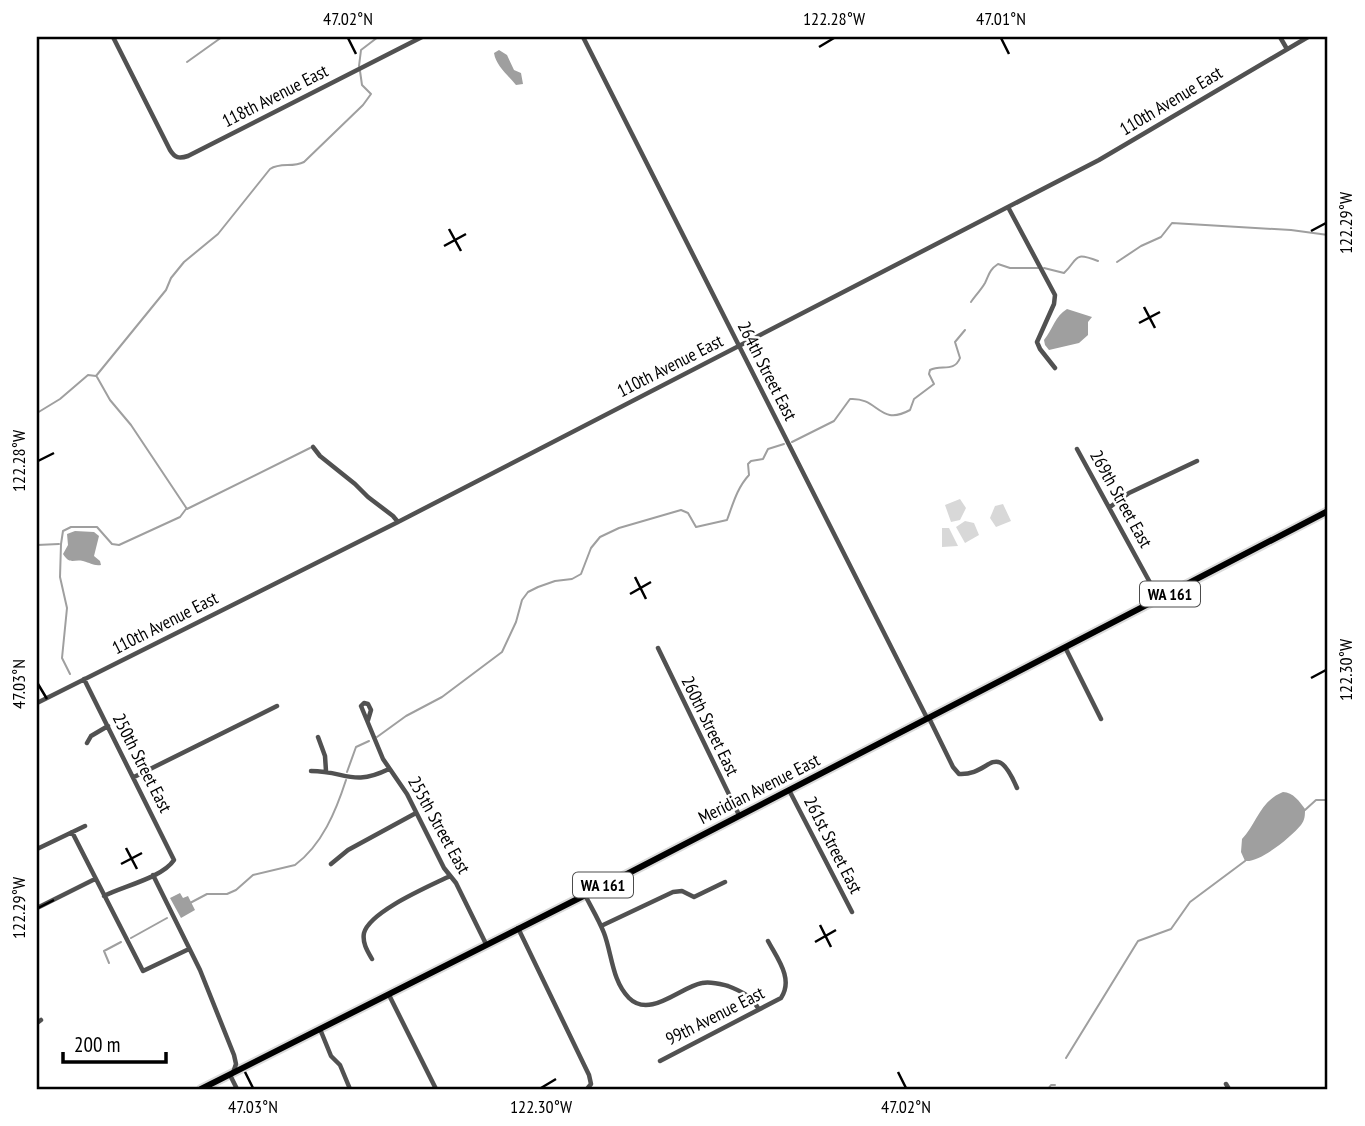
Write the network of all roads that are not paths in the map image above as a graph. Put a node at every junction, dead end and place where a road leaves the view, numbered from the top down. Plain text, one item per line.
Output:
1 (113, 37) edge
2 (422, 37) edge
3 (583, 37) edge
4 (1280, 37) edge
5 (1308, 37) edge
6 (1287, 50) junction
7 (1008, 207) junction
8 (739, 346) junction
9 (1055, 368) dead end
10 (313, 447) dead end
11 (1077, 449) dead end
12 (1197, 461) dead end
13 (1110, 507) junction
14 (1328, 510) edge
15 (398, 522) junction
16 (1159, 600) junction
17 (1065, 647) junction
18 (658, 648) dead end
19 (84, 679) junction
20 (37, 703) edge
21 (277, 706) dead end
22 (928, 718) junction
23 (1101, 719) dead end
24 (368, 720) dead end
25 (108, 726) junction
26 (318, 737) dead end
27 (86, 743) dead end
28 (389, 769) junction
29 (311, 771) dead end
30 (326, 771) junction
31 (134, 777) junction
32 (1017, 788) dead end
33 (789, 790) junction
34 (416, 813) junction
35 (739, 816) junction
36 (85, 826) dead end
37 (72, 832) junction
38 (37, 849) edge
39 (331, 864) dead end
40 (153, 876) junction
41 (450, 876) junction
42 (95, 879) junction
43 (725, 882) dead end
44 (585, 894) junction
45 (104, 896) junction
46 (37, 908) edge
47 (852, 912) dead end
48 (601, 926) junction
49 (518, 929) junction
50 (768, 941) dead end
51 (486, 944) junction
52 (189, 948) junction
53 (372, 959) dead end
54 (389, 995) junction
55 (758, 1008) junction
56 (320, 1029) junction
57 (660, 1061) dead end
58 (231, 1074) junction
59 (589, 1088) edge
60 (201, 1089) edge
61 (237, 1089) edge
62 (350, 1089) edge
63 (436, 1089) edge

1 - 2 street, 118th Avenue East
3 - 8 street, 264th Street East
4 - 6 street
5 - 6 street, 110th Avenue East
6 - 7 street, 110th Avenue East
7 - 8 street, 110th Avenue East
7 - 9 street
8 - 15 street, 110th Avenue East
8 - 22 street, 264th Street East
10 - 15 street
11 - 13 street, 269th Street East
12 - 13 street
13 - 16 street, 269th Street East
14 - 16 main road, Meridian Avenue East / WA 161
15 - 19 street, 110th Avenue East
16 - 17 main road, Meridian Avenue East / WA 161
17 - 22 main road, Meridian Avenue East / WA 161
17 - 23 street
18 - 35 street, 260th Street East
19 - 20 street, 110th Avenue East
19 - 25 street, 250th Street East
21 - 31 street
22 - 32 street, 264th Street East
22 - 33 main road, Meridian Avenue East / WA 161
24 - 28 street, 255th Street East
25 - 27 street
25 - 31 street, 250th Street East
26 - 30 street
28 - 30 street
28 - 34 street, 255th Street East
29 - 30 street
31 - 40 street, 250th Street East
33 - 35 main road, Meridian Avenue East / WA 161
33 - 47 street, 261st Street East
34 - 39 street
34 - 41 street, 255th Street East
35 - 44 main road, Meridian Avenue East / WA 161
36 - 37 street
37 - 38 street
37 - 42 street
40 - 45 street
40 - 52 street
41 - 51 street, 255th Street East
41 - 53 street
42 - 45 street
42 - 46 street
43 - 48 street
44 - 48 street
44 - 49 main road, Meridian Avenue East / WA 161
45 - 52 street
48 - 55 street
49 - 51 main road, Meridian Avenue East / WA 161
49 - 59 street
50 - 55 street, 99th Avenue East
51 - 54 main road, Meridian Avenue East / WA 161
52 - 58 street
54 - 56 main road, Meridian Avenue East / WA 161
54 - 63 street
55 - 57 street, 99th Avenue East
56 - 58 main road, Meridian Avenue East / WA 161
56 - 62 street
58 - 60 main road, Meridian Avenue East / WA 161
58 - 61 street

◆ Task to complete:
Word for word, restate each line above, minus its pictures.

◆ Answer to the exercise:
Write the network of all roads that are not paths in the map image above as a graph. Put a node at every junction, dead end and place where a road leaves the view, numbered from the top down. Plain text, one item per line.
Output:
1 (113, 37) edge
2 (422, 37) edge
3 (583, 37) edge
4 (1280, 37) edge
5 (1308, 37) edge
6 (1287, 50) junction
7 (1008, 207) junction
8 (739, 346) junction
9 (1055, 368) dead end
10 (313, 447) dead end
11 (1077, 449) dead end
12 (1197, 461) dead end
13 (1110, 507) junction
14 (1328, 510) edge
15 (398, 522) junction
16 (1159, 600) junction
17 (1065, 647) junction
18 (658, 648) dead end
19 (84, 679) junction
20 (37, 703) edge
21 (277, 706) dead end
22 (928, 718) junction
23 (1101, 719) dead end
24 (368, 720) dead end
25 (108, 726) junction
26 (318, 737) dead end
27 (86, 743) dead end
28 (389, 769) junction
29 (311, 771) dead end
30 (326, 771) junction
31 (134, 777) junction
32 (1017, 788) dead end
33 (789, 790) junction
34 (416, 813) junction
35 (739, 816) junction
36 (85, 826) dead end
37 (72, 832) junction
38 (37, 849) edge
39 (331, 864) dead end
40 (153, 876) junction
41 (450, 876) junction
42 (95, 879) junction
43 (725, 882) dead end
44 (585, 894) junction
45 (104, 896) junction
46 (37, 908) edge
47 (852, 912) dead end
48 (601, 926) junction
49 (518, 929) junction
50 (768, 941) dead end
51 (486, 944) junction
52 (189, 948) junction
53 (372, 959) dead end
54 (389, 995) junction
55 (758, 1008) junction
56 (320, 1029) junction
57 (660, 1061) dead end
58 (231, 1074) junction
59 (589, 1088) edge
60 (201, 1089) edge
61 (237, 1089) edge
62 (350, 1089) edge
63 (436, 1089) edge

1 - 2 street, 118th Avenue East
3 - 8 street, 264th Street East
4 - 6 street
5 - 6 street, 110th Avenue East
6 - 7 street, 110th Avenue East
7 - 8 street, 110th Avenue East
7 - 9 street
8 - 15 street, 110th Avenue East
8 - 22 street, 264th Street East
10 - 15 street
11 - 13 street, 269th Street East
12 - 13 street
13 - 16 street, 269th Street East
14 - 16 main road, Meridian Avenue East / WA 161
15 - 19 street, 110th Avenue East
16 - 17 main road, Meridian Avenue East / WA 161
17 - 22 main road, Meridian Avenue East / WA 161
17 - 23 street
18 - 35 street, 260th Street East
19 - 20 street, 110th Avenue East
19 - 25 street, 250th Street East
21 - 31 street
22 - 32 street, 264th Street East
22 - 33 main road, Meridian Avenue East / WA 161
24 - 28 street, 255th Street East
25 - 27 street
25 - 31 street, 250th Street East
26 - 30 street
28 - 30 street
28 - 34 street, 255th Street East
29 - 30 street
31 - 40 street, 250th Street East
33 - 35 main road, Meridian Avenue East / WA 161
33 - 47 street, 261st Street East
34 - 39 street
34 - 41 street, 255th Street East
35 - 44 main road, Meridian Avenue East / WA 161
36 - 37 street
37 - 38 street
37 - 42 street
40 - 45 street
40 - 52 street
41 - 51 street, 255th Street East
41 - 53 street
42 - 45 street
42 - 46 street
43 - 48 street
44 - 48 street
44 - 49 main road, Meridian Avenue East / WA 161
45 - 52 street
48 - 55 street
49 - 51 main road, Meridian Avenue East / WA 161
49 - 59 street
50 - 55 street, 99th Avenue East
51 - 54 main road, Meridian Avenue East / WA 161
52 - 58 street
54 - 56 main road, Meridian Avenue East / WA 161
54 - 63 street
55 - 57 street, 99th Avenue East
56 - 58 main road, Meridian Avenue East / WA 161
56 - 62 street
58 - 60 main road, Meridian Avenue East / WA 161
58 - 61 street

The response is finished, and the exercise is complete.